Conheça a função dos arquivos /proc/pci, /proc/dma, /proc/interrupts e /proc/ioports

Para que tudo esteja funcionando corretamente, é necessário que os dispositivos estejam alocando recursos do computador.

Estes recursos podem ser portas de entrada e saída, requisições de interrupção (IRQ) e acesso direto a memória (DMA). Vejamos estes conceitos.

Portas de Entrada/Saída (Input / Output)

As portas de entrada e saída são endereços de memória reservados no microprocessador para os dispositivos realizarem entrada e saída de informações.

Estes endereços de memória são utilizados para troca de dados entre o processador e os dispositivos de forma simplificada.

Os dispositivos podem usar mais de uma porta de entrada/saída ou uma faixa de endereços. Por exemplo, uma placa de som padrão usa as portas 0x220, 0x330 e 0x388.

Cada dispositivo possui um endereço de porta única que não podem ser compartilhados entre outros dispositivos.

Os endereços de E/S em uso no sistema podem ser visualizados com o comando:

# cat /proc/ioports
0000-001f : dma1
0020-003f : pic1
0040-005f : timer
0060-006f : keyboard
0070-007f : rtc
(…)

Requisição de Interrupção (IRQ)

Os IRQs são chamadas que os dispositivos podem fazer para requerer atenção especial do processador.
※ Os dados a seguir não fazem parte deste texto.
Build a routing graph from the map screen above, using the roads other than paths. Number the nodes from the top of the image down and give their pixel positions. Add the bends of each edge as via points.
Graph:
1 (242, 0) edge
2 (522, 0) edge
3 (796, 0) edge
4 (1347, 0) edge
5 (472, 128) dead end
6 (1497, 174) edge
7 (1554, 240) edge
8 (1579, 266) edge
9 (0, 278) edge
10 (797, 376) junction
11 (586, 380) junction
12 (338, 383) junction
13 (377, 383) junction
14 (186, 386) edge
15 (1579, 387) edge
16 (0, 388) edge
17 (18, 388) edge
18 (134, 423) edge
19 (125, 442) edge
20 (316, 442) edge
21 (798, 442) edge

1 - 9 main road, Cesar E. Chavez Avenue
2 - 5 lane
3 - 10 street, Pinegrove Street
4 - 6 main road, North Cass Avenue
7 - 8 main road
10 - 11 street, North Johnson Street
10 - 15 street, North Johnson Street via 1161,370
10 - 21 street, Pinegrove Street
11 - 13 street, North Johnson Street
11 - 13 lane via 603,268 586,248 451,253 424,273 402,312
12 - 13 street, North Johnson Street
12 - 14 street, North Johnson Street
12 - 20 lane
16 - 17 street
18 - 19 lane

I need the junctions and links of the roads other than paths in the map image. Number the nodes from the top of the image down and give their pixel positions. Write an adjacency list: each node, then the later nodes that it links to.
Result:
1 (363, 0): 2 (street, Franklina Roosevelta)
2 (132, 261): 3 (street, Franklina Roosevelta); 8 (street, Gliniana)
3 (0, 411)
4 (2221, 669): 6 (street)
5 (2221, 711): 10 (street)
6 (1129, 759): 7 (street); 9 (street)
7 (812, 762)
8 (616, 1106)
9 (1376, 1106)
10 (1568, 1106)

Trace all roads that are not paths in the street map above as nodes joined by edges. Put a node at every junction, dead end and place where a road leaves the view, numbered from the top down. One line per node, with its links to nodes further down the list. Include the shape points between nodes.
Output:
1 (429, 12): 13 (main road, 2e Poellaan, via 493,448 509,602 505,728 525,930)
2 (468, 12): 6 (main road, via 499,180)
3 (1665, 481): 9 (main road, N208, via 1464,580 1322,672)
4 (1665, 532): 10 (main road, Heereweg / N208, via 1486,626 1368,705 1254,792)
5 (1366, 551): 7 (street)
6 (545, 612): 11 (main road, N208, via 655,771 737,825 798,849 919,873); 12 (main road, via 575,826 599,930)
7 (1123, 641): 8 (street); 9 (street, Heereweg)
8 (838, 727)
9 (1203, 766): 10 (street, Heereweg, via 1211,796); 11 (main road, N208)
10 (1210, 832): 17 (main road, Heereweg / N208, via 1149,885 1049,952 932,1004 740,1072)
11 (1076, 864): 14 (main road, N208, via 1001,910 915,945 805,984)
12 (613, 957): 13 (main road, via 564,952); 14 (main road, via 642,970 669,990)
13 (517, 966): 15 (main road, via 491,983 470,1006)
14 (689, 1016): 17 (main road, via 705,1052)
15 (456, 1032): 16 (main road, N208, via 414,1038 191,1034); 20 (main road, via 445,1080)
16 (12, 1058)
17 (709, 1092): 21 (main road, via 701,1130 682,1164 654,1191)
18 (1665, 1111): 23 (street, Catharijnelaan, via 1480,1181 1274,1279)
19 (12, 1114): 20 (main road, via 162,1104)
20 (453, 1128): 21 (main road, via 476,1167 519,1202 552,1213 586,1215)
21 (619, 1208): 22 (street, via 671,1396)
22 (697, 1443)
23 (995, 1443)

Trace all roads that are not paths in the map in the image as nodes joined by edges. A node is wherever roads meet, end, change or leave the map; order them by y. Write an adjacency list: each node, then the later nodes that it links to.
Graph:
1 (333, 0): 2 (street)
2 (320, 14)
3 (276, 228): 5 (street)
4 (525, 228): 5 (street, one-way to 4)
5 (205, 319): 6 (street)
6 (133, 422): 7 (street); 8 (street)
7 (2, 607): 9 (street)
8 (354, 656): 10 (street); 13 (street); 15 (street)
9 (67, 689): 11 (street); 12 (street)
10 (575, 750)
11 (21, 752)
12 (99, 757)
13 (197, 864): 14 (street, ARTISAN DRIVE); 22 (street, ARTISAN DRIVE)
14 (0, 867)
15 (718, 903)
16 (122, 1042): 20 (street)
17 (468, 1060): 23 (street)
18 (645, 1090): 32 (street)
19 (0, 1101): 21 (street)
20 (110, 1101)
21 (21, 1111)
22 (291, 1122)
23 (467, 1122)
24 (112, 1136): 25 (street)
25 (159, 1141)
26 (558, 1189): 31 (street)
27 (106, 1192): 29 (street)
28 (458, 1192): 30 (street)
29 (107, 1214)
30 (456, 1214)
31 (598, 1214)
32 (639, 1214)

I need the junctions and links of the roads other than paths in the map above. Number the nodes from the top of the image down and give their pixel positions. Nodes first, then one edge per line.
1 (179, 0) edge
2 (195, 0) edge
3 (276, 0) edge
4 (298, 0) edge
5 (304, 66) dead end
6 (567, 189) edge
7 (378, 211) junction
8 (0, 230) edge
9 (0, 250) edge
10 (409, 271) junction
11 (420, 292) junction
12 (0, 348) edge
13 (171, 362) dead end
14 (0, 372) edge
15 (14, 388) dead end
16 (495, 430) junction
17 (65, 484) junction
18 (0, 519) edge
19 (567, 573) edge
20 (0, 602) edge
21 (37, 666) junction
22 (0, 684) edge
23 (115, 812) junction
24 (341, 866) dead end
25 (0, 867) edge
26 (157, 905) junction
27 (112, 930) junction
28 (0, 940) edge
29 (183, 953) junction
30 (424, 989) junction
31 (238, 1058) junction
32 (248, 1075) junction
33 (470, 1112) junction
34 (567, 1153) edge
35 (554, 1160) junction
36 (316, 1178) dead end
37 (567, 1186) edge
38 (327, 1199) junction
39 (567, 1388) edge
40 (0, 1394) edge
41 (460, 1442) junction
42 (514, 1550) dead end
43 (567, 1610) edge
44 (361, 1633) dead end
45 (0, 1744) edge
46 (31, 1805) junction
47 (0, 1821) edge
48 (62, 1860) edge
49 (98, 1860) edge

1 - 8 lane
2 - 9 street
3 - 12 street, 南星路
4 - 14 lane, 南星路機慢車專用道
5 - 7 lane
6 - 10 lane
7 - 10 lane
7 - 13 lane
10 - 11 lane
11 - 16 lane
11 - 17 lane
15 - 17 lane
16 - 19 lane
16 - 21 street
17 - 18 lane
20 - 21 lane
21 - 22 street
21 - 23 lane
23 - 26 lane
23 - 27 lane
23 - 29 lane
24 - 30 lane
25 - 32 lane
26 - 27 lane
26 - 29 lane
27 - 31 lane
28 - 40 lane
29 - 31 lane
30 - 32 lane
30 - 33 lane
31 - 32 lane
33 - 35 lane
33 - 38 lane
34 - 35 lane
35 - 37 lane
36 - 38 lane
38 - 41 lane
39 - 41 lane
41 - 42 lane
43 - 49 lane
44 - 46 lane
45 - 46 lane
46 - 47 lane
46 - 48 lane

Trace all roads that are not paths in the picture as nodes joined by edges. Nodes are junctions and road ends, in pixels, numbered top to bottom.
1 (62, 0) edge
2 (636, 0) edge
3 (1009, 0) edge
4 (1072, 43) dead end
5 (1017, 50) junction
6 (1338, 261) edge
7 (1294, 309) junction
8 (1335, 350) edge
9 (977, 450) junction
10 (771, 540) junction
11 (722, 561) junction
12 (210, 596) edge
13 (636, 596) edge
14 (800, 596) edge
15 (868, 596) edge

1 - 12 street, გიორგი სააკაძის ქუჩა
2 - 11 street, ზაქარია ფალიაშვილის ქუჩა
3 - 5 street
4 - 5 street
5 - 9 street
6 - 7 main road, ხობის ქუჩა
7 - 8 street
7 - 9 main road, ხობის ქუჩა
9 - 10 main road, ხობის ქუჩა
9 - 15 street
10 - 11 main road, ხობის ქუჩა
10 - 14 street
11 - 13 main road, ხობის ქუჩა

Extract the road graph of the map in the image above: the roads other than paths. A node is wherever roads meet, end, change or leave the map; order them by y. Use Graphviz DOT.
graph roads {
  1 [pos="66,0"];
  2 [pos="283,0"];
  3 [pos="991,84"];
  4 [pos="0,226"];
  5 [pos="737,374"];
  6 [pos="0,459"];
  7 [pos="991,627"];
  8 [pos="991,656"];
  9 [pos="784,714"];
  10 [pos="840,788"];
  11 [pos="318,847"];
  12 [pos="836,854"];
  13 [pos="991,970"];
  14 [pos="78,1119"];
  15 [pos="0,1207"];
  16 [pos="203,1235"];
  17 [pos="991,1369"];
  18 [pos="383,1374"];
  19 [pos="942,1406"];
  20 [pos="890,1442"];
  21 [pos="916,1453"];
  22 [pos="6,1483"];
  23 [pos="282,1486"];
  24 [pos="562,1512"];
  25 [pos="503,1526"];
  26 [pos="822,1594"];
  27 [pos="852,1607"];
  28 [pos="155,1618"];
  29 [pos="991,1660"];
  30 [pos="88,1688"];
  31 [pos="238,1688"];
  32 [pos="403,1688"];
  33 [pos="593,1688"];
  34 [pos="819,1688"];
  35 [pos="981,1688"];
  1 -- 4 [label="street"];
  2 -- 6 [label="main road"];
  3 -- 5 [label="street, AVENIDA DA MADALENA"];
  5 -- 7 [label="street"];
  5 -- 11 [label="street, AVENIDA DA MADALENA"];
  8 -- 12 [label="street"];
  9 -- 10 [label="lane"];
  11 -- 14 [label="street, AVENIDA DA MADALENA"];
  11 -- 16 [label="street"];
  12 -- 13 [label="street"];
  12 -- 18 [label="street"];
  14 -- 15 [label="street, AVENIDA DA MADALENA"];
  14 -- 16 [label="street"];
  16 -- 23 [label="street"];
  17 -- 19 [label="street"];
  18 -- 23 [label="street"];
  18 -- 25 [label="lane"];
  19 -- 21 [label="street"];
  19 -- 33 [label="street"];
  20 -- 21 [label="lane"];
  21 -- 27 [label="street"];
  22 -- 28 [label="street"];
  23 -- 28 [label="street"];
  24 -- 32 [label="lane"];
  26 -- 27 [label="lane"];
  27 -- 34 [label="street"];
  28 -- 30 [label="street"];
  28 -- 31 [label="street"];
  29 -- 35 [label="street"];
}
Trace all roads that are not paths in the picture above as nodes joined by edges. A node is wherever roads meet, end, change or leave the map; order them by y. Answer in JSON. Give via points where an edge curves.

A maioria dos computadores oferece apenas 16 interrupções de hardware para os mais diversos dispositivos.

Pode parecer pouco para as modernas configurações com os mais diferentes dispositivos. Felizmente os IRQs podem ser compartilhados.

As interrupções do sistema podem ser visualizadas no Kernel com o comando:

# cat /proc/interrupts CPU0

0:          604694      XT-PIC   timer

1:          35746        XT-PIC keyboard

2:          0                XT-PIC cascade

3:          13546        XT-PIC orinoco_cs

11:        15              XT-PIC ALi Audio Accelerator

14:        38759        XT-PIC ide0

Acesso Direto a Memória (DMA)

A DMA é usada para permitir a transferência de dados entre dispositivos e a memória sem a intervenção do processador.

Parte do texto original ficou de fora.